──────── The input

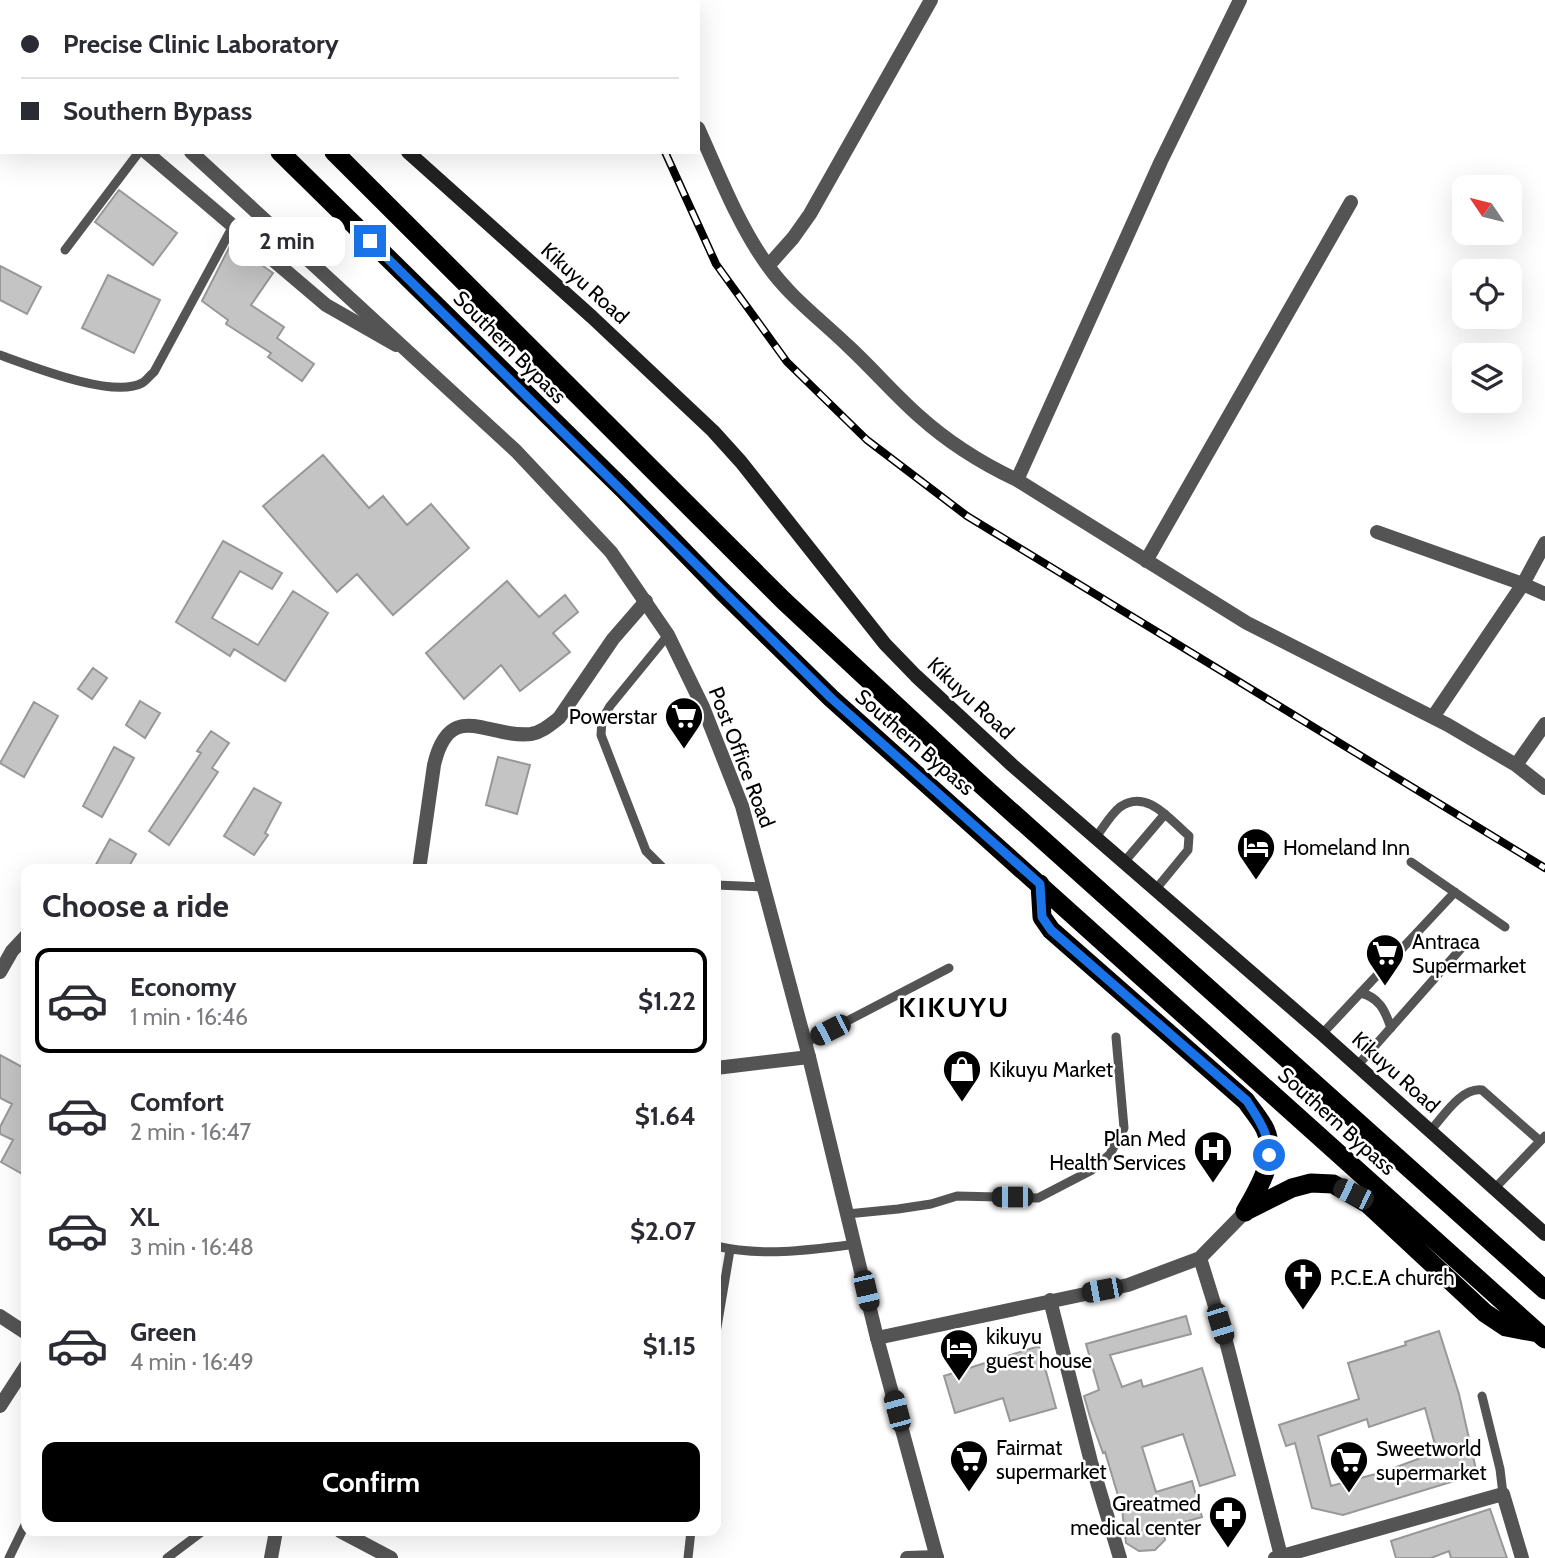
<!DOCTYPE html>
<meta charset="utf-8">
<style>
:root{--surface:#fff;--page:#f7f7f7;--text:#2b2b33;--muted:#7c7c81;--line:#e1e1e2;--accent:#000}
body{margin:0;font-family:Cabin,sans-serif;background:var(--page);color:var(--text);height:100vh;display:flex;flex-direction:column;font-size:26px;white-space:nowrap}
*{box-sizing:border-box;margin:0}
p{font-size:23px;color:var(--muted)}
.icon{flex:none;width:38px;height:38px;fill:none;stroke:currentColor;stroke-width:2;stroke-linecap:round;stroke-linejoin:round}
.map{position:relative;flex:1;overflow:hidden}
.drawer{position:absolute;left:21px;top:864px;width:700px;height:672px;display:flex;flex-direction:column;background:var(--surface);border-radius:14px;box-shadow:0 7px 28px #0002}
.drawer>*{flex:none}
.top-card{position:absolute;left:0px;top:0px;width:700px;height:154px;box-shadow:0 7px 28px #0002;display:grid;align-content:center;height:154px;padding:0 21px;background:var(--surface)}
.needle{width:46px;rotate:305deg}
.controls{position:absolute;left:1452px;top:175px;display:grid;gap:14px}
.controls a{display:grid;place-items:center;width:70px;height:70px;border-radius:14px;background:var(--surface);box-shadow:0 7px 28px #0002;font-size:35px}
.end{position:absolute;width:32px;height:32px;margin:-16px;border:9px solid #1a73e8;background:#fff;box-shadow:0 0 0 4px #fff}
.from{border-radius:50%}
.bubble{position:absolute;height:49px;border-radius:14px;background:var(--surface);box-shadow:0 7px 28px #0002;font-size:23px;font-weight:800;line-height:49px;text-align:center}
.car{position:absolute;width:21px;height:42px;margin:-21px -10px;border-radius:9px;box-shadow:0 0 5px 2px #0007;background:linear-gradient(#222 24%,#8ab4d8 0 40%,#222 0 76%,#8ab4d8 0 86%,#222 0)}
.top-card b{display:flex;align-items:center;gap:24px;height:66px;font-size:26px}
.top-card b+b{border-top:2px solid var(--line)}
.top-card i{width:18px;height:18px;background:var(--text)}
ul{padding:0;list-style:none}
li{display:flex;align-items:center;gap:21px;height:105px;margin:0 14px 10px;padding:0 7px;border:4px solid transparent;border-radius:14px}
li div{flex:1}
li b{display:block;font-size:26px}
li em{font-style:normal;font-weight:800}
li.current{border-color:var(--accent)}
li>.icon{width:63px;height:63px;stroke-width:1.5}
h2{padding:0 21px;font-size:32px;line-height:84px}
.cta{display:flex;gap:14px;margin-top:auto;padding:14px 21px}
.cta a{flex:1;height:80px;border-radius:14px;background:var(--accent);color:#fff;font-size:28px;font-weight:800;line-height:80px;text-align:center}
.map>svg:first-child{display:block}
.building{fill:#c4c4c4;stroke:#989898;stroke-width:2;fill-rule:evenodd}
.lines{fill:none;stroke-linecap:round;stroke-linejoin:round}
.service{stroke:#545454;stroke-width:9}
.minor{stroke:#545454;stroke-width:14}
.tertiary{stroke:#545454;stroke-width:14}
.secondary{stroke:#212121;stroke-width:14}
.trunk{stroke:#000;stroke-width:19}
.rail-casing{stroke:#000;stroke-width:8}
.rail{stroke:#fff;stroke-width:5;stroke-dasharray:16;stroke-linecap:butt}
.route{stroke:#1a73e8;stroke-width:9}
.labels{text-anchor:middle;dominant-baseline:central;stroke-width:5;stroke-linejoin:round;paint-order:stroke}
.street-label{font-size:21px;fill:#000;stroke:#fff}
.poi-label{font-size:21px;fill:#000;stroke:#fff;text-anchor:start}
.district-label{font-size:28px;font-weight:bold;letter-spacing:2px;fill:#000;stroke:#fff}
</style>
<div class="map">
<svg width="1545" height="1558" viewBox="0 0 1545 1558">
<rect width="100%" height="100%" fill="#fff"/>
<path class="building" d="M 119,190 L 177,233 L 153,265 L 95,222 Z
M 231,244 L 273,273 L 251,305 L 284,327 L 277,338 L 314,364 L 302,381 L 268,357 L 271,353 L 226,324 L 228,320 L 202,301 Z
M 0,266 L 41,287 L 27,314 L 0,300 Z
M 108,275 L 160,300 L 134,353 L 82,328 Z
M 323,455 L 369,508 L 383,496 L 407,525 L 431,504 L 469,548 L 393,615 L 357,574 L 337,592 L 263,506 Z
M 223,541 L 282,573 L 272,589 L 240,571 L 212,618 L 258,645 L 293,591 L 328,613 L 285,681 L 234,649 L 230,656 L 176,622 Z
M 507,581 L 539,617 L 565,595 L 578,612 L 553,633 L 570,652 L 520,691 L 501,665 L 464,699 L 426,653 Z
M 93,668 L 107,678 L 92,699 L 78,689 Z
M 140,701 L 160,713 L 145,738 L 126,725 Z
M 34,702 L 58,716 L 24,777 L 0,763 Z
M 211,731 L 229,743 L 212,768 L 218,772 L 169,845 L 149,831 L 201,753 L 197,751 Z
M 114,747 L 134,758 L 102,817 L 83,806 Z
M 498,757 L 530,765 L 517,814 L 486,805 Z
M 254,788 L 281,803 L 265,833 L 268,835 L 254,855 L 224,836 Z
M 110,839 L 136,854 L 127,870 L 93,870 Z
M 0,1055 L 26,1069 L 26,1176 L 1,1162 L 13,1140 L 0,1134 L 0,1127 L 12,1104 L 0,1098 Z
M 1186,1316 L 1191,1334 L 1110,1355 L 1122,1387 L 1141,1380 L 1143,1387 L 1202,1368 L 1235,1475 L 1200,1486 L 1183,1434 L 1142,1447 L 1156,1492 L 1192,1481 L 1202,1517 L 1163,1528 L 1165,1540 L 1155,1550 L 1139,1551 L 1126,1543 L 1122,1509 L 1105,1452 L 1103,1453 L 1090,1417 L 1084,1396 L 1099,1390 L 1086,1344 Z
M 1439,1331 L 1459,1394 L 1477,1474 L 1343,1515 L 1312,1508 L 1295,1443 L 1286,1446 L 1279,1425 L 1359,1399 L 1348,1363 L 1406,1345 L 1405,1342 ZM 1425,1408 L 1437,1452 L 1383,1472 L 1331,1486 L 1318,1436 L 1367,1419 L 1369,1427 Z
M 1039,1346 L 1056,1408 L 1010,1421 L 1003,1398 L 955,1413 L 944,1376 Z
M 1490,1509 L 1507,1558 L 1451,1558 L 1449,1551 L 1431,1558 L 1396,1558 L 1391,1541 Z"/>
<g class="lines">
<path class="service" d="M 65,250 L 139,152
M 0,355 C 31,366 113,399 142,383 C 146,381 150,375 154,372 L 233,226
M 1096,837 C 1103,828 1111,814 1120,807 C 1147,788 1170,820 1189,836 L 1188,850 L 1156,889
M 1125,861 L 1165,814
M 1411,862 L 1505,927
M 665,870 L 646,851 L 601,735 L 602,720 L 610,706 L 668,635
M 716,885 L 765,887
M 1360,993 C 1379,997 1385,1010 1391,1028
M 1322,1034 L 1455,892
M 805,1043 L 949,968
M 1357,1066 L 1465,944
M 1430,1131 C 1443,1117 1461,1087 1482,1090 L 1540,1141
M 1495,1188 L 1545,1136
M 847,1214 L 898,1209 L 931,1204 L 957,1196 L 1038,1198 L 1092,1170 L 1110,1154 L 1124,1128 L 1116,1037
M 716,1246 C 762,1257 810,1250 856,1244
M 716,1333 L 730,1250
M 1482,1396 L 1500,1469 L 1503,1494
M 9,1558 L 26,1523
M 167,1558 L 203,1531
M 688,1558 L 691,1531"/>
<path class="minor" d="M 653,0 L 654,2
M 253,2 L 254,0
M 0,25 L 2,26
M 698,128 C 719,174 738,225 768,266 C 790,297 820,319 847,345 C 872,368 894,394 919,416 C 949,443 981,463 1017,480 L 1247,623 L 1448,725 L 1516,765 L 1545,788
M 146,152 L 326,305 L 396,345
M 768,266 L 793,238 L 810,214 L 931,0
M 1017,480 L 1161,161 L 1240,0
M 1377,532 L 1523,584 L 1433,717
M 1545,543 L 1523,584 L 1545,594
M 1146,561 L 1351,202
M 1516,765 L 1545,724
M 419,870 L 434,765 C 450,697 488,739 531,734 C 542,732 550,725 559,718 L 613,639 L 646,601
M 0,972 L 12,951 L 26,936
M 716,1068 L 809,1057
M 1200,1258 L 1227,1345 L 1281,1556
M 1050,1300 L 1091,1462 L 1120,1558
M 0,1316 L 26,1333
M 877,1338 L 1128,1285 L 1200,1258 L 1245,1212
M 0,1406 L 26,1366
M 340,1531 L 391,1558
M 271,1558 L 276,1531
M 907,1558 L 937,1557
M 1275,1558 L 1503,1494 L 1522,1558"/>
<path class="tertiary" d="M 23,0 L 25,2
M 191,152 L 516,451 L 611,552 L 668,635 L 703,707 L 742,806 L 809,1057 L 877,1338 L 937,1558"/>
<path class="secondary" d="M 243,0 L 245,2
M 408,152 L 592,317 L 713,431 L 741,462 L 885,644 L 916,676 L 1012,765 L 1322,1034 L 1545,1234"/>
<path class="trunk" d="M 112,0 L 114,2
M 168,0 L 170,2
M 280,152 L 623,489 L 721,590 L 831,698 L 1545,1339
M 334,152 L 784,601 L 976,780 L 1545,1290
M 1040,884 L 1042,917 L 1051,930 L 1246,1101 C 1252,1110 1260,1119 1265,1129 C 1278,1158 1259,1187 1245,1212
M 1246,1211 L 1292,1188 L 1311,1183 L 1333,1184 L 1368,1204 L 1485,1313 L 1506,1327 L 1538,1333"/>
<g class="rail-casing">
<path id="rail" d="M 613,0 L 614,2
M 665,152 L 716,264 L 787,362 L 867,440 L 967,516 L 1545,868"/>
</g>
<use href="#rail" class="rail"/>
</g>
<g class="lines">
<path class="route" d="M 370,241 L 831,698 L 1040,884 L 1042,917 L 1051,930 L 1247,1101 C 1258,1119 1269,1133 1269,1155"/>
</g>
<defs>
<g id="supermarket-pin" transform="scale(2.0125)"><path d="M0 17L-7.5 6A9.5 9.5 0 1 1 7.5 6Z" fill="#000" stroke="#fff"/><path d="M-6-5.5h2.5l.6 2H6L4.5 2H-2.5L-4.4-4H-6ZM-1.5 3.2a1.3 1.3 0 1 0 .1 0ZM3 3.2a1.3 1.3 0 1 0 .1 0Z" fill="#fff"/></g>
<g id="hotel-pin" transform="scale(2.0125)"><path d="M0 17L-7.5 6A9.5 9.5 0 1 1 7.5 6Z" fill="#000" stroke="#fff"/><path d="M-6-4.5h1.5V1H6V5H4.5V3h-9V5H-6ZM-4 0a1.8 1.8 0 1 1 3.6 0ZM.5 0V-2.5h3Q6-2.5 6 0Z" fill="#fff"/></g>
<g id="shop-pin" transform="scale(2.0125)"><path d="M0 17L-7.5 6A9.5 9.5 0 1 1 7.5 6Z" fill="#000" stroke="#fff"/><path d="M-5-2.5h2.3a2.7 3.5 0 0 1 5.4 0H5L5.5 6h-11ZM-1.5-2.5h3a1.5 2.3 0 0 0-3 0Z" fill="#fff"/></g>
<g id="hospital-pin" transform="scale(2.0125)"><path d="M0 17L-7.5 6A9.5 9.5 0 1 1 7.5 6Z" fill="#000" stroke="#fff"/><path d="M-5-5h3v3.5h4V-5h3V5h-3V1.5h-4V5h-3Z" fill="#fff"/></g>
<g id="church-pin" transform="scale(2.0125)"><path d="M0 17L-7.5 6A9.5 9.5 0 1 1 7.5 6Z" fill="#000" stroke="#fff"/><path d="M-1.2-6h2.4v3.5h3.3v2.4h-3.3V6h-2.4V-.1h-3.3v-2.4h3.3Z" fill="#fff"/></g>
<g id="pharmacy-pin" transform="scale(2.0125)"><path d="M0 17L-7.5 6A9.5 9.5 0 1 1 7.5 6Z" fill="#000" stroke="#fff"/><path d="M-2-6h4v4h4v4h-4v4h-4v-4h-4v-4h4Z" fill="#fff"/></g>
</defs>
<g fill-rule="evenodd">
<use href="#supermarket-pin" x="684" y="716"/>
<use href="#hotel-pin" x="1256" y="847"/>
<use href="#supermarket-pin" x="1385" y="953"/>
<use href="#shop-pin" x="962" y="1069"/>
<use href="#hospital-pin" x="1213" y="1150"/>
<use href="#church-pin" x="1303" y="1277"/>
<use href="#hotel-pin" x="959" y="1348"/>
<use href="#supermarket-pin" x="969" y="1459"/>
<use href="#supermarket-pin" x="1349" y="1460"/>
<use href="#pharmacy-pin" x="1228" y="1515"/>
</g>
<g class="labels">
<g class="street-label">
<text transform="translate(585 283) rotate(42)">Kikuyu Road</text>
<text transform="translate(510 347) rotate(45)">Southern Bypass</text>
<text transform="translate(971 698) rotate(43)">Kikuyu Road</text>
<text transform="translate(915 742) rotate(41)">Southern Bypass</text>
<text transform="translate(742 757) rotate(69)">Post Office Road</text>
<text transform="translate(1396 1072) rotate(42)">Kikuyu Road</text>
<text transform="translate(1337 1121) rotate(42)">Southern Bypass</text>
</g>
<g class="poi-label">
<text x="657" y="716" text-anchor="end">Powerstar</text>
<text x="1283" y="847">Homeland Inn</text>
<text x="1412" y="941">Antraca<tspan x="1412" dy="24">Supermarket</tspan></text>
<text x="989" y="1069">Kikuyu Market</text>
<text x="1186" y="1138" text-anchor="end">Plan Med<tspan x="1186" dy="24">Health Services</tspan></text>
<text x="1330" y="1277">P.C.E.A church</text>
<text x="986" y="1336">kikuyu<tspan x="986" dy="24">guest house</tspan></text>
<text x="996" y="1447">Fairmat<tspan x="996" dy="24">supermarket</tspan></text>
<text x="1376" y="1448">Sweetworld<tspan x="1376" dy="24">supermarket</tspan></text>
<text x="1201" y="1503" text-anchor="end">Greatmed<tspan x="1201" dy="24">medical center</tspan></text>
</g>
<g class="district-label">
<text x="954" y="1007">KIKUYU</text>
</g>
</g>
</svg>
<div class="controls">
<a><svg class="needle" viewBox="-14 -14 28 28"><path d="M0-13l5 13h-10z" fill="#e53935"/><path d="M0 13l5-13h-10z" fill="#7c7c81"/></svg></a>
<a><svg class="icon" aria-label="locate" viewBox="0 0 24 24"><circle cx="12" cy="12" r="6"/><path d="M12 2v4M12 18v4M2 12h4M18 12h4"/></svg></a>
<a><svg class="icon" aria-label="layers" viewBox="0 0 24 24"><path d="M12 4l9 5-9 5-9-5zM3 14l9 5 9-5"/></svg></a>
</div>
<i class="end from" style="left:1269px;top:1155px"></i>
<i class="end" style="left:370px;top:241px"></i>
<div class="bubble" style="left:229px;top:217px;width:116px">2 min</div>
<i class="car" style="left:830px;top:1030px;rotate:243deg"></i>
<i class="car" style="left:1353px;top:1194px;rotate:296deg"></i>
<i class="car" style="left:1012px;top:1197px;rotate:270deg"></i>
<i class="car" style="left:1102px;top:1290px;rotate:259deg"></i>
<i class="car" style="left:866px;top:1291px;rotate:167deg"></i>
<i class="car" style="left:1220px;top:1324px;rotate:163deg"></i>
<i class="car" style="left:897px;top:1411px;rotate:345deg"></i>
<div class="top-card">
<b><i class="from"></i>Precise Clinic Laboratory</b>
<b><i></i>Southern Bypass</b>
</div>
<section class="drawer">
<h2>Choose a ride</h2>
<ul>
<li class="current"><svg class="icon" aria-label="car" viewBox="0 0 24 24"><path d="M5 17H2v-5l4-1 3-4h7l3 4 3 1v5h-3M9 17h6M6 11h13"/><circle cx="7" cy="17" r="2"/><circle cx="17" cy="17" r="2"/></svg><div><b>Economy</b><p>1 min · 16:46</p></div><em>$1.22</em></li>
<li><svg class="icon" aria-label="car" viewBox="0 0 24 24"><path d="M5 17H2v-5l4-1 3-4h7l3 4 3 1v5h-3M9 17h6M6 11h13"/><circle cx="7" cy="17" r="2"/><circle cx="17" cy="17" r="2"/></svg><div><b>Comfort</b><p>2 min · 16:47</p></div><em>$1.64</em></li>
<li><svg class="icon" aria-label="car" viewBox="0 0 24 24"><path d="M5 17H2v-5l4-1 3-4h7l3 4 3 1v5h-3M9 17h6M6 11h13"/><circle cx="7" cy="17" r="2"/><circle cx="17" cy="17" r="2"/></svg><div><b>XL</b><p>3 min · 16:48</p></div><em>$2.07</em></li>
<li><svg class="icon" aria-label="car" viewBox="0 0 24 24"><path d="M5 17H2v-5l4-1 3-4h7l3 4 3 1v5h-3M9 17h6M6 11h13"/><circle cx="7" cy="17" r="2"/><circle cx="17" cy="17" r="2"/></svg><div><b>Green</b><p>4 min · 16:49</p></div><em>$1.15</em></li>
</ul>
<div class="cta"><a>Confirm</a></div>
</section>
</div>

────────────────

**Required action**
Your answer should be the lines above that contain the word "none", copied out.

**Response area**
.icon{flex:none;width:38px;height:38px;fill:none;stroke:currentColor;stroke-width:2;stroke-linecap:round;stroke-linejoin:round}
.drawer>*{flex:none}
ul{padding:0;list-style:none}
.lines{fill:none;stroke-linecap:round;stroke-linejoin:round}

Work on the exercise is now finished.